One double period later they walked across the grounds towards the gate and home.
‘Are you ‘Davey Chadwick?’
‘Yeh.’
‘I er, want to say sorry.’
‘Sorry …….? What for?’
‘For getting your dad the sack.’
— x —
Across town two men were sitting across from a small table in a small drab room.
‘I can re-categorise you as an unemployed member Bill …. but …….’, John paused and blew out his cheeks, ‘there’s the matter of your unpaid subs ….. you haven’t paid for five years and …… well you are down as lapsed.’
Bill slumped a bit more in his chair, ‘I know … but when I got the foreman’s job it all seemed …. well too complicated.’
‘Must have been … complicated when you tried to let those three chippies go from the Haycroft site without any redundancy pay.’
‘I know …… sorry John.’
Bill got up to leave but John waved him to sit back down.

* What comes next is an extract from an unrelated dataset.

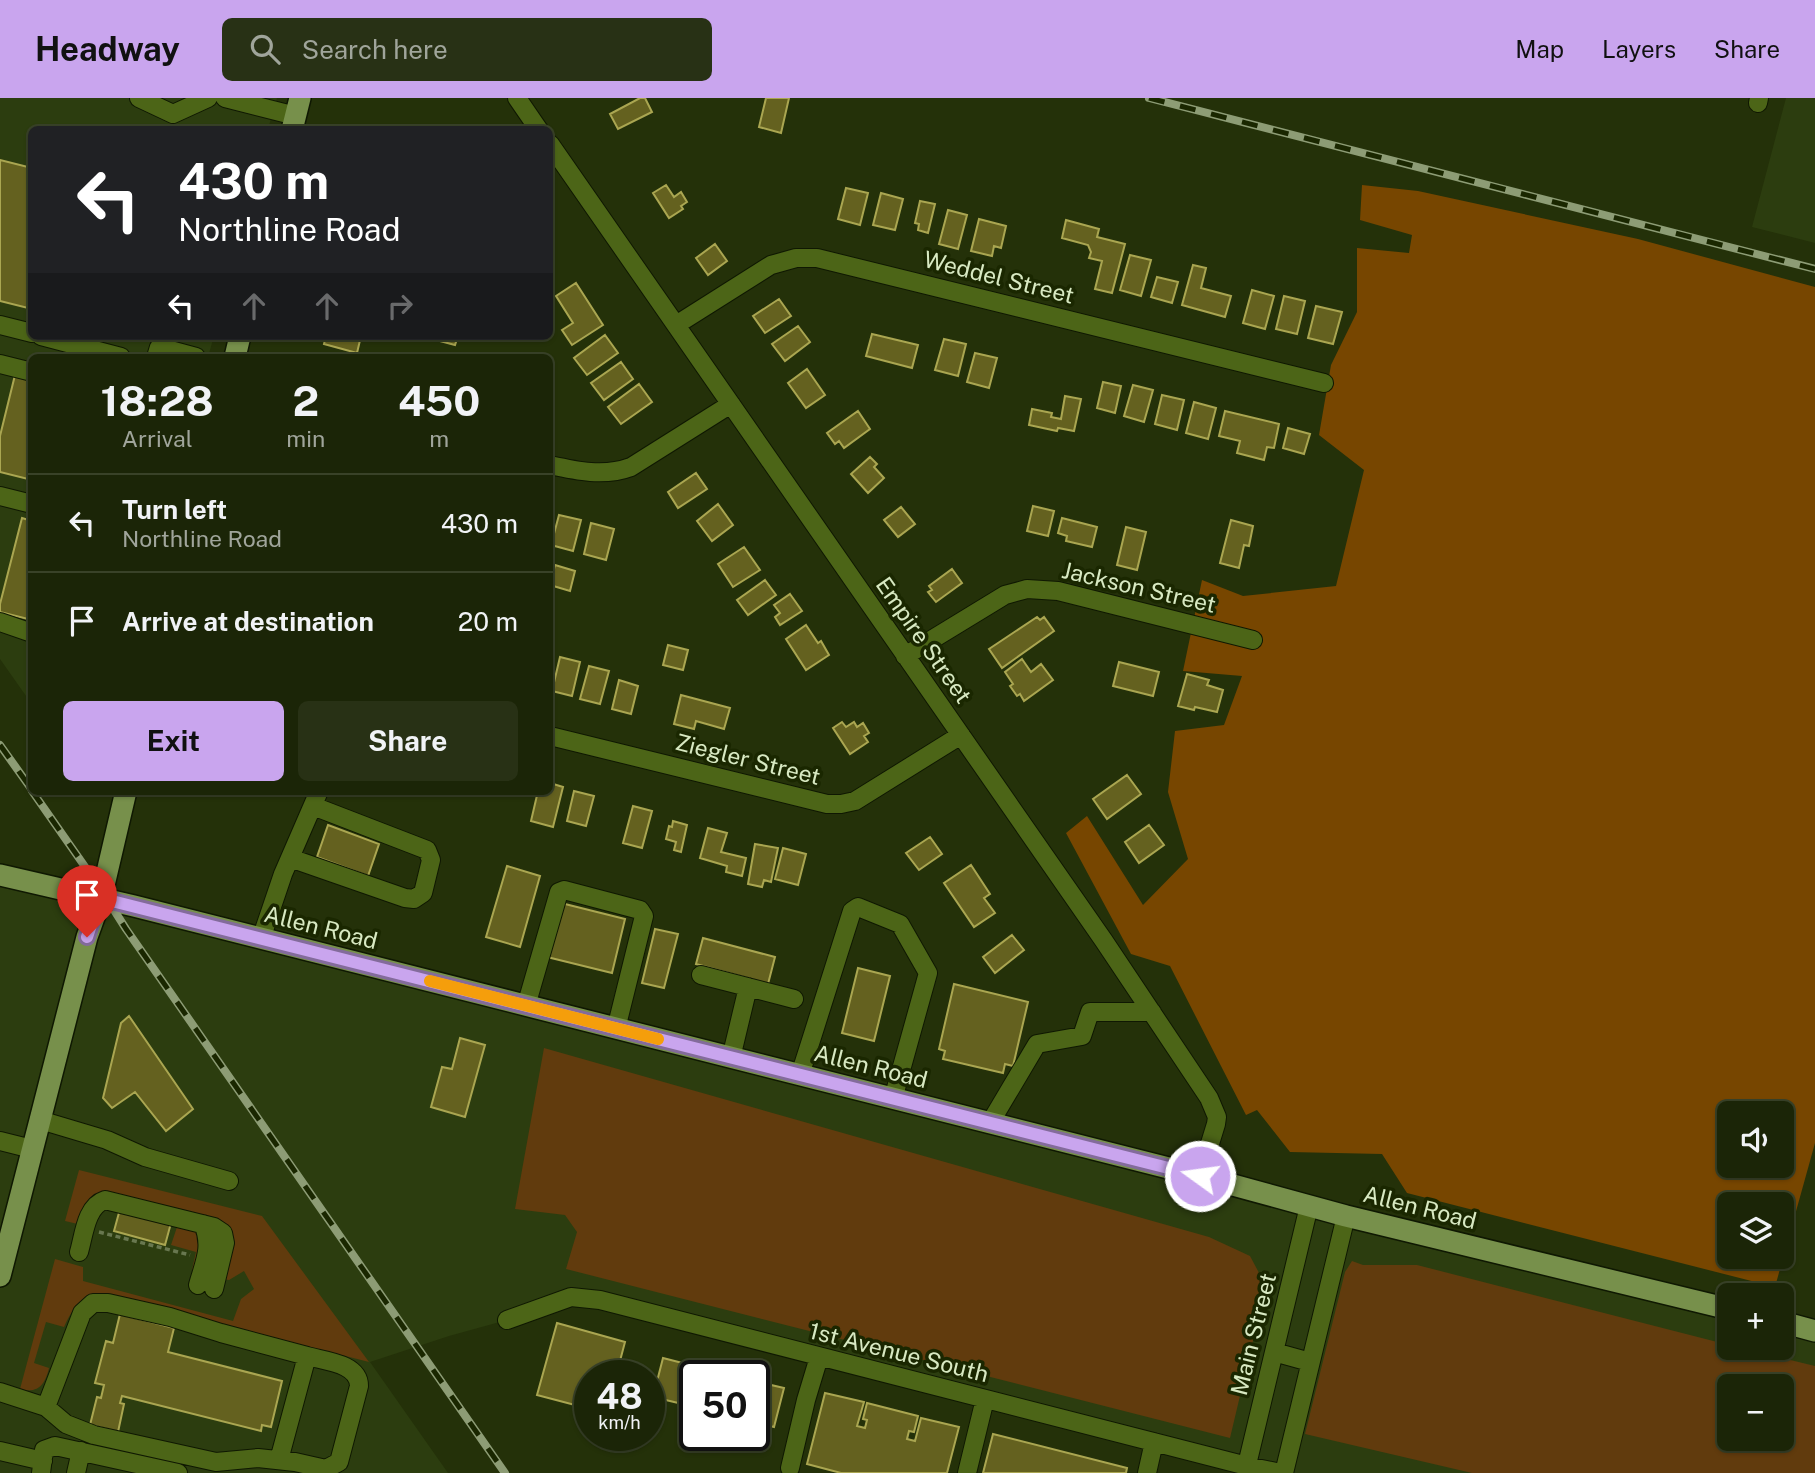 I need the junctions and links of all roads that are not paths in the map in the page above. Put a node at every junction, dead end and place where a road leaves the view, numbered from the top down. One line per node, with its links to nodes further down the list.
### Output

‘There’s going to be jobs going on the big site over by the station but it’s Rush and Tomkins and you’ll need a union card, they are not Cyril Mason. You can pay back your arrears on a weekly basis, how much can you afford?’
Bill resumed his slump, ‘not much at the moment.’
‘Come on Bill, you’ve got to help me here ……. sixpence a week?’
Bill nodded, ‘OK …. and thanks …. but Ethel’s going to kill me, she’s taking on a cleaning job on top of Woolworths to try and make ends meet.’
‘Surprised she hasn’t killed you already Bill ….. but she won’t will she? She’ll be relieved you’re back in the union ….. and so will Dad.’
‘Oh God!’ Bill’s slump became even more pronounced, ‘He’s going to be so I told you no good would come of you becoming a foreman.’
‘Nothing wrong with being a foreman Bill, you can look out for the guys – but you have to stand up to the bosses and you have to stay in the union.’
‘Thanks John,’ Bill stood up and moved to the door, but John wasn’t ready to let him go.
‘Given what you told me Bill, I think you’ve got a case for unfair dismissal ….. and it would be good to get that bastard Mason.’